The study design was straightforward and well described. Prospectively gathered data were used to retrospectively analyze magnetic resonance imaging findings as a predictor of outcome. The inclusion and exclusion criteria generated a clinically relevant population while eliminating confounding factors. Therefore, clinicians can easily determine how best to apply the findings of this study to their own patients.
Assuming that the authors' methods of reading posttraumatic spine magnetic resonance images are associated with good interobserver reliability, there are several conclusions that readers may draw from this study. First, when considering an imaging-based prognosis for patients with thoracolumbar injury, predictions will be more accurate if the level of conus medullaris termination is considered along with the level of osseous injury.
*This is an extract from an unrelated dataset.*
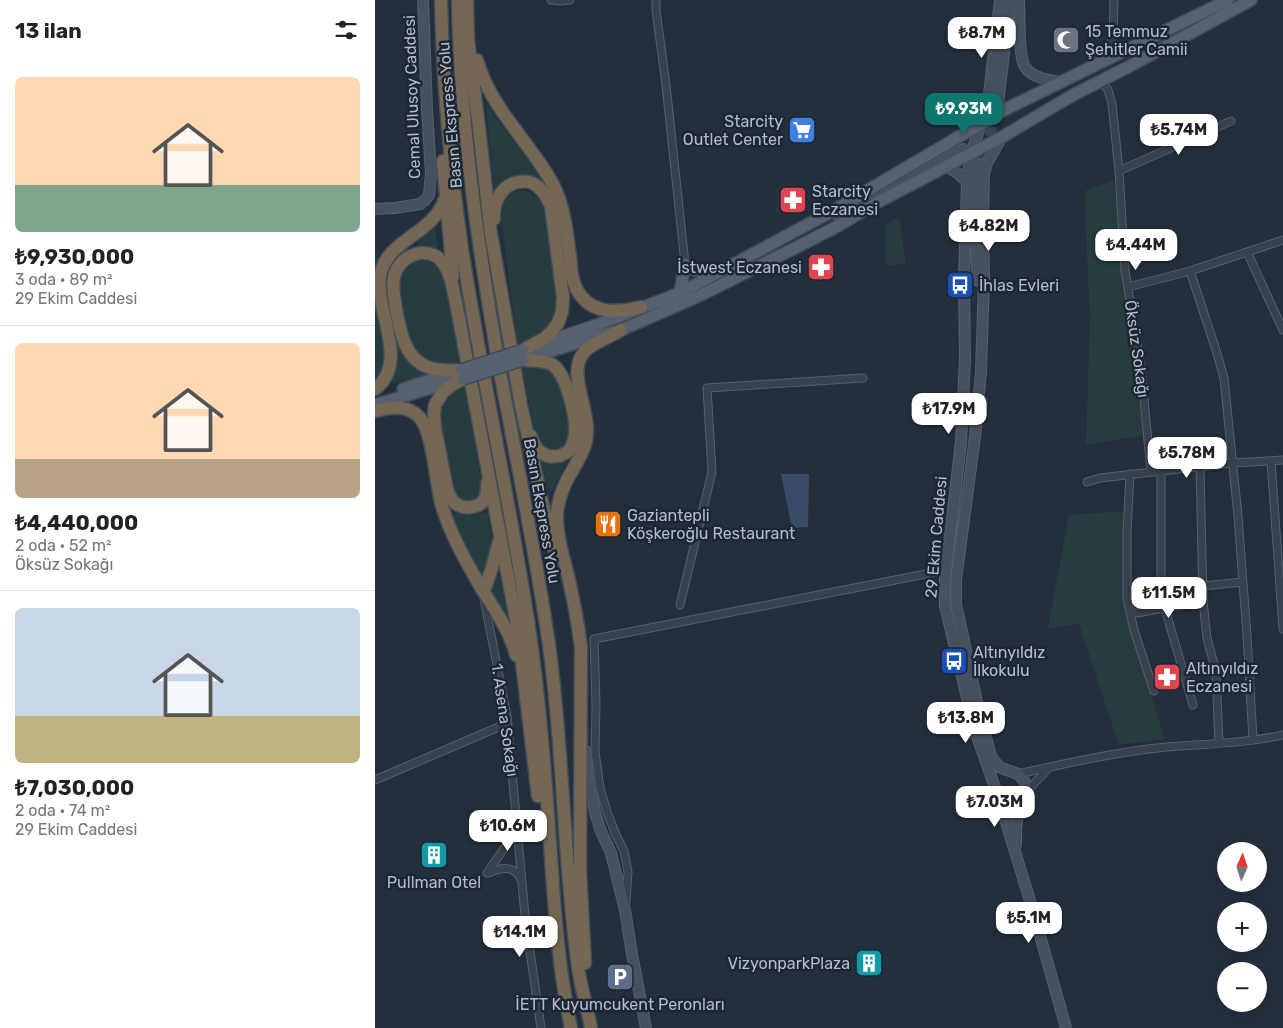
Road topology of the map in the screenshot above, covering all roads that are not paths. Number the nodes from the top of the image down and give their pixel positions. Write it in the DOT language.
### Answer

Second, the neuraxial level of maximal canal narrowing is predictive of initial and final motor scores. And third, confounding factors, such as the presence or absence of initial anal sensation and the morphology of the osseous injury, must always be considered when determining prognosis.
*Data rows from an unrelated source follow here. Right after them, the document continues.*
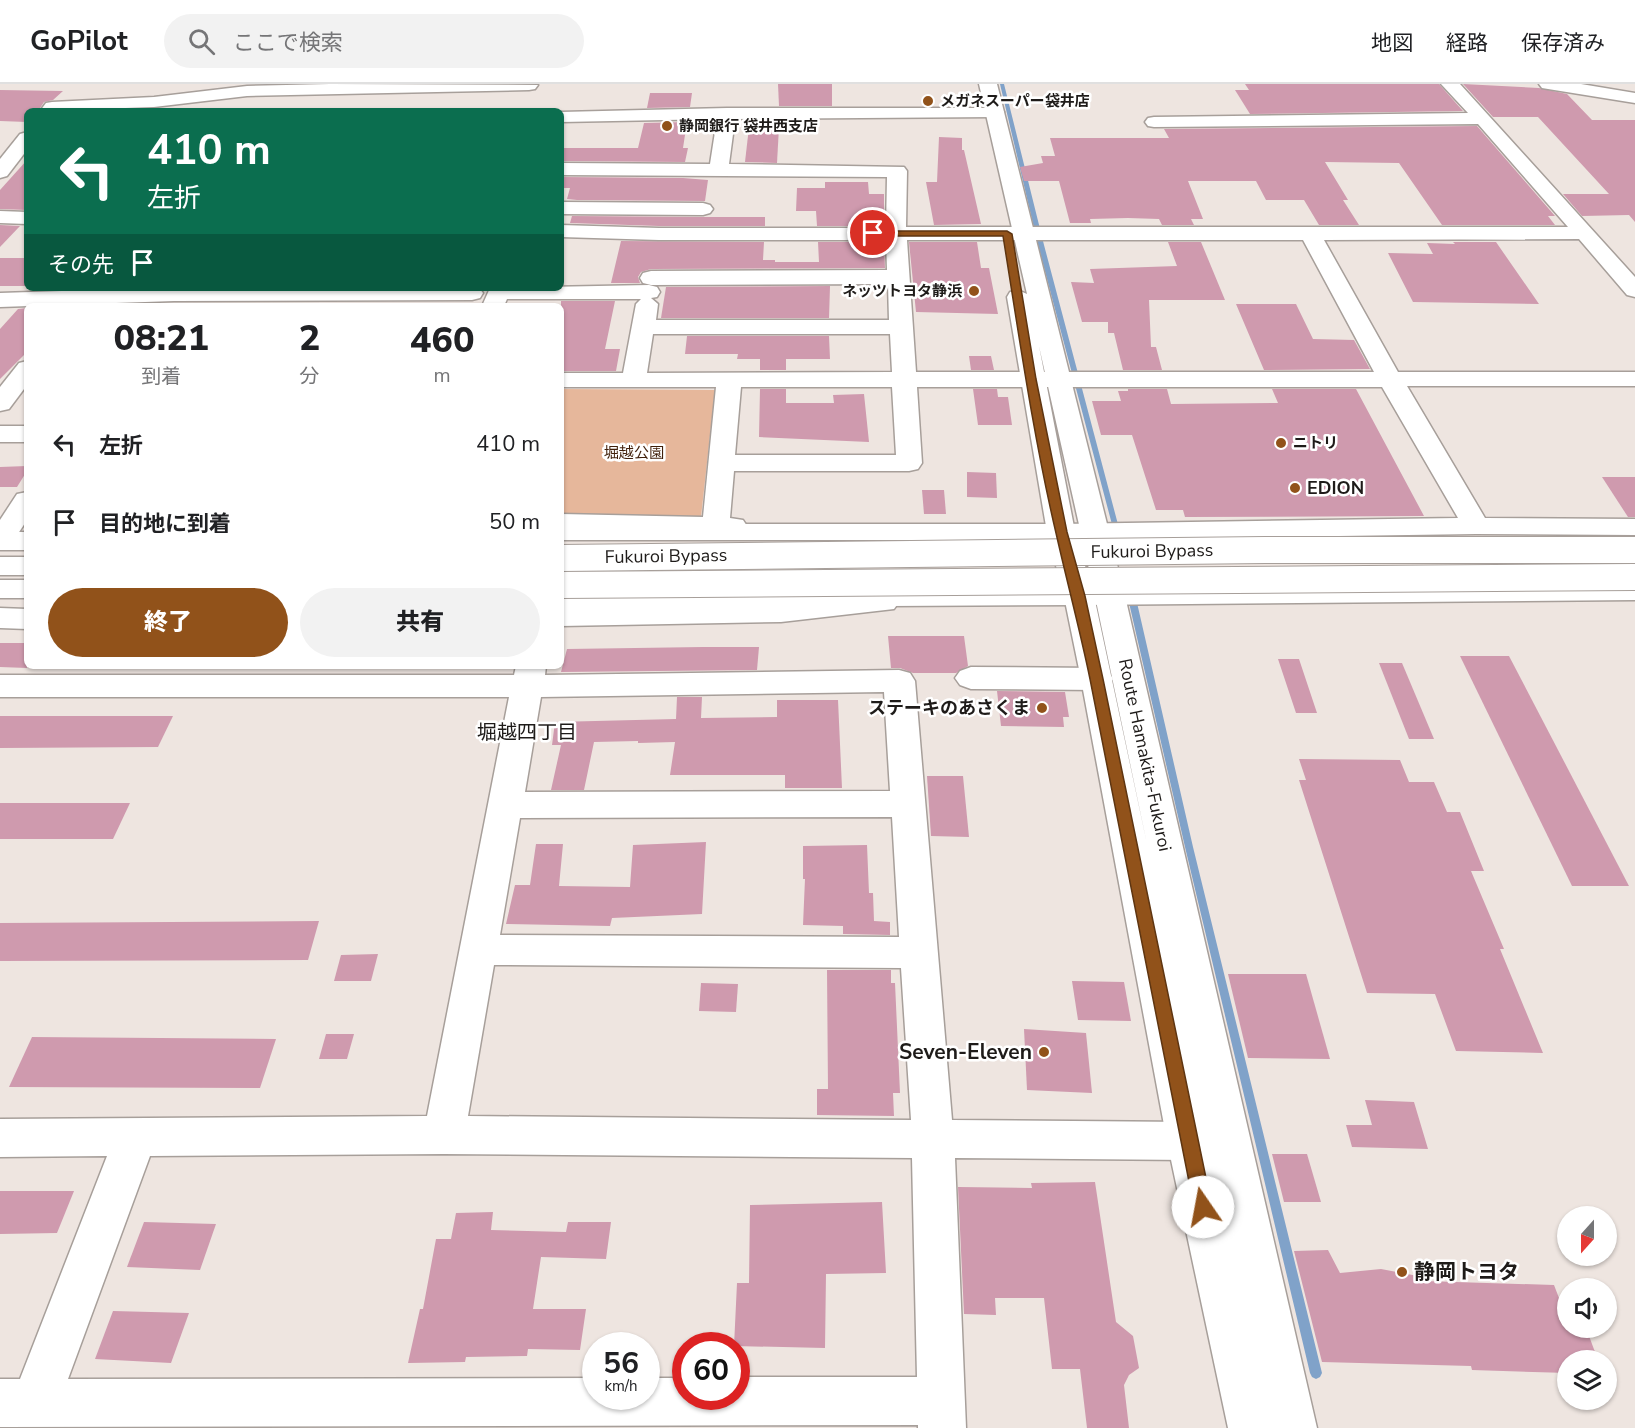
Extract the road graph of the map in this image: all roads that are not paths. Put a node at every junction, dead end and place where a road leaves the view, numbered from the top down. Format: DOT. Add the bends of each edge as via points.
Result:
graph roads {
  1 [pos="529,84"];
  2 [pos="974,84"];
  3 [pos="988,84"];
  4 [pos="1450,84"];
  5 [pos="1548,84"];
  6 [pos="239,88"];
  7 [pos="124,94"];
  8 [pos="1635,98"];
  9 [pos="523,102"];
  10 [pos="51,108"];
  11 [pos="236,108"];
  12 [pos="987,112"];
  13 [pos="727,113"];
  14 [pos="564,117"];
  15 [pos="1483,118"];
  16 [pos="1154,122"];
  17 [pos="21,136"];
  18 [pos="564,169"];
  19 [pos="719,169"];
  20 [pos="0,172"];
  21 [pos="564,208"];
  22 [pos="703,209"];
  23 [pos="0,217"];
  24 [pos="24,218"];
  25 [pos="564,231"];
  26 [pos="896,233"];
  27 [pos="1584,233"];
  28 [pos="659,234"];
  29 [pos="1016,234"];
  30 [pos="1311,235"];
  31 [pos="899,277"];
  32 [pos="650,285"];
  33 [pos="564,289"];
  34 [pos="1635,290"];
  35 [pos="520,291"];
  36 [pos="472,293"];
  37 [pos="17,296"];
  38 [pos="167,296"];
  39 [pos="358,299"];
  40 [pos="494,303"];
  41 [pos="0,316"];
  42 [pos="643,327"];
  43 [pos="902,327"];
  44 [pos="21,361"];
  45 [pos="1031,379"];
  46 [pos="1057,379"];
  47 [pos="1390,379"];
  48 [pos="1635,379"];
  49 [pos="564,380"];
  50 [pos="634,380"];
  51 [pos="729,380"];
  52 [pos="905,380"];
  53 [pos="0,404"];
  54 [pos="0,434"];
  55 [pos="24,434"];
  56 [pos="722,463"];
  57 [pos="564,522"];
  58 [pos="716,524"];
  59 [pos="1476,526"];
  60 [pos="1635,527"];
  61 [pos="1093,531"];
  62 [pos="564,532"];
  63 [pos="797,532"];
  64 [pos="1061,532"];
  65 [pos="1635,550"];
  66 [pos="564,558"];
  67 [pos="0,566"];
  68 [pos="24,566"];
  69 [pos="1635,578"];
  70 [pos="564,585"];
  71 [pos="0,589"];
  72 [pos="24,589"];
  73 [pos="1635,591"];
  74 [pos="1095,596"];
  75 [pos="940,597"];
  76 [pos="564,599"];
  77 [pos="0,605"];
  78 [pos="24,605"];
  79 [pos="564,616"];
  80 [pos="0,618"];
  81 [pos="24,620"];
  82 [pos="529,676"];
  83 [pos="971,678"];
  84 [pos="1097,679"];
  85 [pos="0,686"];
  86 [pos="908,804"];
  87 [pos="505,806"];
  88 [pos="478,950"];
  89 [pos="919,953"];
  90 [pos="444,1135"];
  91 [pos="136,1137"];
  92 [pos="0,1138"];
  93 [pos="933,1140"];
  94 [pos="1188,1141"];
  95 [pos="17,1403"];
  96 [pos="402,1415"];
  97 [pos="941,1415"];
  98 [pos="1252,1428"];
  99 [pos="1293,1428"];
  1 -- 6 [label="main road"];
  1 -- 9 [label="main road"];
  2 -- 12 [label="main road, Route Hamakita-Fukuroi"];
  3 -- 12 [label="main road, Route Hamakita-Fukuroi"];
  4 -- 15 [label="main road"];
  5 -- 8 [label="main road"];
  6 -- 7 [label="main road"];
  6 -- 11 [label="main road"];
  7 -- 10 [label="main road"];
  12 -- 13 [label="main road"];
  12 -- 29 [label="main road, Route Hamakita-Fukuroi"];
  13 -- 14 [label="main road"];
  13 -- 19 [label="main road"];
  15 -- 16 [label="main road"];
  15 -- 27 [label="main road"];
  17 -- 20 [label="main road"];
  18 -- 19 [label="main road"];
  19 -- 26 [label="main road" via="897,171"];
  21 -- 22 [label="main road"];
  23 -- 24 [label="main road"];
  25 -- 28 [label="main road"];
  26 -- 28 [label="main road"];
  26 -- 29 [label="main road"];
  26 -- 31 [label="main road"];
  27 -- 30 [label="main road"];
  27 -- 34 [label="main road"];
  28 -- 32 [label="main road"];
  29 -- 30 [label="main road"];
  29 -- 45 [label="main road, Route Hamakita-Fukuroi"];
  29 -- 46 [label="main road, Route Hamakita-Fukuroi"];
  30 -- 47 [label="main road"];
  31 -- 32 [label="main road"];
  31 -- 43 [label="main road"];
  32 -- 33 [label="main road"];
  32 -- 42 [label="main road"];
  35 -- 40 [label="main road" via="498,292"];
  36 -- 39 [label="main road"];
  37 -- 38 [label="main road"];
  37 -- 41 [label="main road"];
  38 -- 39 [label="main road"];
  42 -- 43 [label="main road"];
  42 -- 50 [label="main road"];
  43 -- 52 [label="main road"];
  44 -- 53 [label="main road"];
  45 -- 46 [label="main road"];
  45 -- 52 [label="main road"];
  45 -- 64 [label="main road, Route Hamakita-Fukuroi"];
  46 -- 47 [label="main road"];
  46 -- 61 [label="main road, Route Hamakita-Fukuroi"];
  47 -- 48 [label="main road"];
  47 -- 59 [label="main road"];
  49 -- 50 [label="main road"];
  50 -- 51 [label="main road"];
  51 -- 52 [label="main road"];
  51 -- 56 [label="main road"];
  52 -- 56 [label="main road" via="909,463"];
  54 -- 55 [label="main road"];
  56 -- 58 [label="main road"];
  57 -- 58 [label="main road"];
  58 -- 63 [label="main road"];
  59 -- 60 [label="main road"];
  59 -- 61 [label="main road"];
  61 -- 64 [label="main road"];
  61 -- 74 [label="main road, Route Hamakita-Fukuroi"];
  62 -- 63 [label="main road"];
  63 -- 64 [label="main road"];
  64 -- 74 [label="main road, Route Hamakita-Fukuroi"];
  65 -- 66 [label="main road, Fukuroi Bypass, bridge"];
  67 -- 68 [label="main road"];
  69 -- 70 [label="main road, Fukuroi Bypass, bridge"];
  71 -- 72 [label="main road"];
  73 -- 74 [label="main road"];
  74 -- 75 [label="main road"];
  74 -- 84 [label="main road, Route Hamakita-Fukuroi"];
  74 -- 99 [label="main road, Route Hamakita-Fukuroi"];
  75 -- 76 [label="main road"];
  75 -- 79 [label="main road" via="781,612"];
  77 -- 78 [label="main road"];
  80 -- 81 [label="main road"];
  82 -- 85 [label="main road"];
  82 -- 86 [label="main road" via="899,681"];
  82 -- 87 [label="main road"];
  83 -- 84 [label="main road"];
  84 -- 94 [label="main road, Route Hamakita-Fukuroi"];
  86 -- 87 [label="main road"];
  86 -- 89 [label="main road"];
  87 -- 88 [label="main road"];
  88 -- 89 [label="main road"];
  88 -- 90 [label="main road"];
  89 -- 93 [label="main road"];
  90 -- 91 [label="main road"];
  90 -- 93 [label="main road"];
  91 -- 92 [label="main road"];
  91 -- 95 [label="main road"];
  93 -- 94 [label="main road"];
  93 -- 97 [label="main road"];
  94 -- 98 [label="main road, Route Hamakita-Fukuroi"];
  95 -- 96 [label="main road"];
  96 -- 97 [label="main road"];
}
Readers should keep in mind the several limitations to the study that were discussed by the authors, including the 41% inclusion rate, the variability in patient follow-up, and the significant difference in fracture types found between groups. A limitation not in study design but in clinical relevance is that the method of determining level of neuraxial injury was solely based on magnetic resonance imaging. Therefore, the clinical applicability is limited because findings from the physical examination supersede those from magnetic resonance imaging for determination of neurological level of injury. Even in the case of a patient who is not able to cooperate with a physical examination (e.g., an obtunded patient), and the only data available for determination of prognosis is the magnetic resonance image, the study is still likely not applicable because such a patient would have been excluded from this study due to the authors' exclusion criteria.
The final caveat to readers is that the authors do not explicitly mention the potential discrepancy between the neural axis level of injury as assessed on magnetic resonance imaging and the true neural axis level of injury as based on the findings of neurological deficits during the physical examination. The neural axis level of injury on magnetic resonance imaging is assessed according to the level that shows maximal canal narrowing, which is still a definition by level of osseous injury. The methods used in the study by Kingwell et al. are different from the methods used in prior studies in that Kingwell et al. adjust their interpretation on the basis of neural axis anatomy. Although it is reasonable to suspect that the actual neural axis level of injury is the level of maximal canal narrowing, this has not been proven. Moreover, because an unstable injury can collapse or realign between the time of injury and the time that magnetic resonance imaging is performed, the mechanics of the neural injury and level of actual neurological damage may be substantially different from the estimation that was based on the results of magnetic resonance imaging. This limitation does not preclude usefulness of the study; it is simply a concept that clinicians should keep in mind.
As the authors state, one of this study's largest contributions to the literature is its likely effect on future research involving thoracolumbar trauma. Because Kingwell et al. have shown that injury level becomes more predictive of outcomes after adjustment for neural axis anatomic variation, researchers who use their method will better avoid misclassification bias.